• Data supplied:
++++

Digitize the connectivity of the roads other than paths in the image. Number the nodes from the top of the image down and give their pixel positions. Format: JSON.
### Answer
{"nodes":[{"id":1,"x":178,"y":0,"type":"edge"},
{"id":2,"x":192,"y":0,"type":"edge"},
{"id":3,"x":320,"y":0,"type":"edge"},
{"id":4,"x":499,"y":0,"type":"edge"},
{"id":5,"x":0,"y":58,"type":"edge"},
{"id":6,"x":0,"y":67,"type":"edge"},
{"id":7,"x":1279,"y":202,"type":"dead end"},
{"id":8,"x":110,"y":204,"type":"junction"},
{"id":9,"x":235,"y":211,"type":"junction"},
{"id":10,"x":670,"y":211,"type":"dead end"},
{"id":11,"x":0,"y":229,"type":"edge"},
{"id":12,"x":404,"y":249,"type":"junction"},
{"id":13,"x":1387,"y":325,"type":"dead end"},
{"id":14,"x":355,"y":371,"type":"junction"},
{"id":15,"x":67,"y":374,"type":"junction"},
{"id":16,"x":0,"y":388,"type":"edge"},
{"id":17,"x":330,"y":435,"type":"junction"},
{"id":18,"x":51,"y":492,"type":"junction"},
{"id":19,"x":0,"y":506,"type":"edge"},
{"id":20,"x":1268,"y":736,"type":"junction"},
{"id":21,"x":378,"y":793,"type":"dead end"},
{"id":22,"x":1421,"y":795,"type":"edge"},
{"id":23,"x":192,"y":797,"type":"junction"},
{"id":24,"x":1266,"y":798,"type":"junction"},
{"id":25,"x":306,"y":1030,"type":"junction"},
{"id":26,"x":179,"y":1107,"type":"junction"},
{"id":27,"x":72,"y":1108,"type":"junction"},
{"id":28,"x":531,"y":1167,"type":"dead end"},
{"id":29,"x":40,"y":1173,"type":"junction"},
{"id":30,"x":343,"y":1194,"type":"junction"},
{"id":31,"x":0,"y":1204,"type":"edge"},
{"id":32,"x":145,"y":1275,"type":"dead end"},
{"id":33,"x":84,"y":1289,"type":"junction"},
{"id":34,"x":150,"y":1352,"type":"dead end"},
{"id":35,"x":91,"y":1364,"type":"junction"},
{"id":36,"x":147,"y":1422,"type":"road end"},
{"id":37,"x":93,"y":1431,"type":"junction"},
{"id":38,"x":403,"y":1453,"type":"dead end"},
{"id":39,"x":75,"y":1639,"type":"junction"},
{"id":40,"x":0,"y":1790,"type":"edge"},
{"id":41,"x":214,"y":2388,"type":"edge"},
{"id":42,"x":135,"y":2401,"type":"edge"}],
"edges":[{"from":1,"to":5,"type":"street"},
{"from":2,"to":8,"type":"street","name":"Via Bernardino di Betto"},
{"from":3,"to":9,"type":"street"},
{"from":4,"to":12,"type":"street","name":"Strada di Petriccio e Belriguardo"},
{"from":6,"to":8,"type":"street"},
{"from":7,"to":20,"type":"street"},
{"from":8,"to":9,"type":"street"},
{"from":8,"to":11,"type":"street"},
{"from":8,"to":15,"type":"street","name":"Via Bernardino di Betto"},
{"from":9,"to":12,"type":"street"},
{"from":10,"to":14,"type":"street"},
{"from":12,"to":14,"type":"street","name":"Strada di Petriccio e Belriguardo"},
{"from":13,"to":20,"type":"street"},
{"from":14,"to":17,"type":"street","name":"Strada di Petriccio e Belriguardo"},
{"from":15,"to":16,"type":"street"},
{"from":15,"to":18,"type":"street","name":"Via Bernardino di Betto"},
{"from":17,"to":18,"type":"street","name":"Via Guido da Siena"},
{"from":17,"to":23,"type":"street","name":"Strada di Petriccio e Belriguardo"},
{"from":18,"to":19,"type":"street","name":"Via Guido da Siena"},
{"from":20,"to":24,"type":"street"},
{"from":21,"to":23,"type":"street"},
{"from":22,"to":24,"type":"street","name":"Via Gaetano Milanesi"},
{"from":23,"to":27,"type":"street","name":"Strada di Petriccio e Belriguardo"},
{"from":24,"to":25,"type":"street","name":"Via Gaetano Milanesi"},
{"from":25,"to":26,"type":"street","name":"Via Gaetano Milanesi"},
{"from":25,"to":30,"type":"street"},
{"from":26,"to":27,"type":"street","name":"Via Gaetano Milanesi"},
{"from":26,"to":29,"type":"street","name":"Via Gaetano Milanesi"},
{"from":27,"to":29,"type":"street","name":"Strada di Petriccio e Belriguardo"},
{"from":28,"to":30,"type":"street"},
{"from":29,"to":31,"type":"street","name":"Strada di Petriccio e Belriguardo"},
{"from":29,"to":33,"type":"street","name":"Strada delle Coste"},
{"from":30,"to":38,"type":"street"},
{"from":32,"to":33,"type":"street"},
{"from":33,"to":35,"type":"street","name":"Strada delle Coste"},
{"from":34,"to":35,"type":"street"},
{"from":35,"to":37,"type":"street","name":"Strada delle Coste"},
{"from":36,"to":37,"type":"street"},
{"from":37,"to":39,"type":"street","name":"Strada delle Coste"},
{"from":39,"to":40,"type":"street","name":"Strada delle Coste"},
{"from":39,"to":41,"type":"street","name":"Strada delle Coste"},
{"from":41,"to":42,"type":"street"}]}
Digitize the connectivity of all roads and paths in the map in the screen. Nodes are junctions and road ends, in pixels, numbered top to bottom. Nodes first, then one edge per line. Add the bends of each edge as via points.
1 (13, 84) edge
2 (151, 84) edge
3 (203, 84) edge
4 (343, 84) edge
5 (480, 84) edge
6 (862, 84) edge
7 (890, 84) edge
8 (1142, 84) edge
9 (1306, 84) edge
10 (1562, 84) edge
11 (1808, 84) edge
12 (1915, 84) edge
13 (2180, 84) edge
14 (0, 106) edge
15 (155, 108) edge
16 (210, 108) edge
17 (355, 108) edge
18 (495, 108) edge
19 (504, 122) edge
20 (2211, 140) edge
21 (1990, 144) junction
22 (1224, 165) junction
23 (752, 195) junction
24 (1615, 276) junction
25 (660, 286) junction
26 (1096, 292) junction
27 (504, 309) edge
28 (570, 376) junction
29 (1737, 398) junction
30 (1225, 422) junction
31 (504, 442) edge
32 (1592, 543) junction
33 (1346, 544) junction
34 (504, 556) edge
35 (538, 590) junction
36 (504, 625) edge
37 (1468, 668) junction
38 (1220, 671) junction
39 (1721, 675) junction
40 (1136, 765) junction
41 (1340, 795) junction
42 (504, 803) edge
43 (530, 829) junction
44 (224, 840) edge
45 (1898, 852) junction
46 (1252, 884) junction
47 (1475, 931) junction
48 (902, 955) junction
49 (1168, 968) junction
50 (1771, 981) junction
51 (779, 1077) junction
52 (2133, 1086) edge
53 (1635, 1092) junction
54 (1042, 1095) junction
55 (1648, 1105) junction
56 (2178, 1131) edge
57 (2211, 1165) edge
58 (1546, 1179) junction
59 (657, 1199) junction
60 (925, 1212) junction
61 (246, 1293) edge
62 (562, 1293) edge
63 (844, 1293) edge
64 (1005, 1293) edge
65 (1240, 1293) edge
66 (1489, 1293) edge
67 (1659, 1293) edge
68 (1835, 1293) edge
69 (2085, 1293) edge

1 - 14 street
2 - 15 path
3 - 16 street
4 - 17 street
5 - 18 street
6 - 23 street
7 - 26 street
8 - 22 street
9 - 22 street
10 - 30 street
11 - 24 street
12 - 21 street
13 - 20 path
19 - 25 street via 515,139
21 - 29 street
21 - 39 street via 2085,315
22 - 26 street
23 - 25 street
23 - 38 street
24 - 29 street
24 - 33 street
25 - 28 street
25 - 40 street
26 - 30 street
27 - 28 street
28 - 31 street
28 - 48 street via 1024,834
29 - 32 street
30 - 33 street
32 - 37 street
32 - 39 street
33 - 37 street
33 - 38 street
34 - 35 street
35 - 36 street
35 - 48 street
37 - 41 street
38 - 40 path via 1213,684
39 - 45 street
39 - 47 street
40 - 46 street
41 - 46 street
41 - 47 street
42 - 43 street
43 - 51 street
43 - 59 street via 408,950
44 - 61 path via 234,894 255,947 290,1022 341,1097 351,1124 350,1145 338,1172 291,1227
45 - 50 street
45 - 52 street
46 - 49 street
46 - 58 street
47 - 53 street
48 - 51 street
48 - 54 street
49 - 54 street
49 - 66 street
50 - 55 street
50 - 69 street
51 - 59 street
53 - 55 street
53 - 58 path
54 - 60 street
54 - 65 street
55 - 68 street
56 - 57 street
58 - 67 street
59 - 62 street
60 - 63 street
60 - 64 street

++++

Look over the entries above. Copy every line that contains the word "Betto".

{"from":2,"to":8,"type":"street","name":"Via Bernardino di Betto"},
{"from":8,"to":15,"type":"street","name":"Via Bernardino di Betto"},
{"from":15,"to":18,"type":"street","name":"Via Bernardino di Betto"},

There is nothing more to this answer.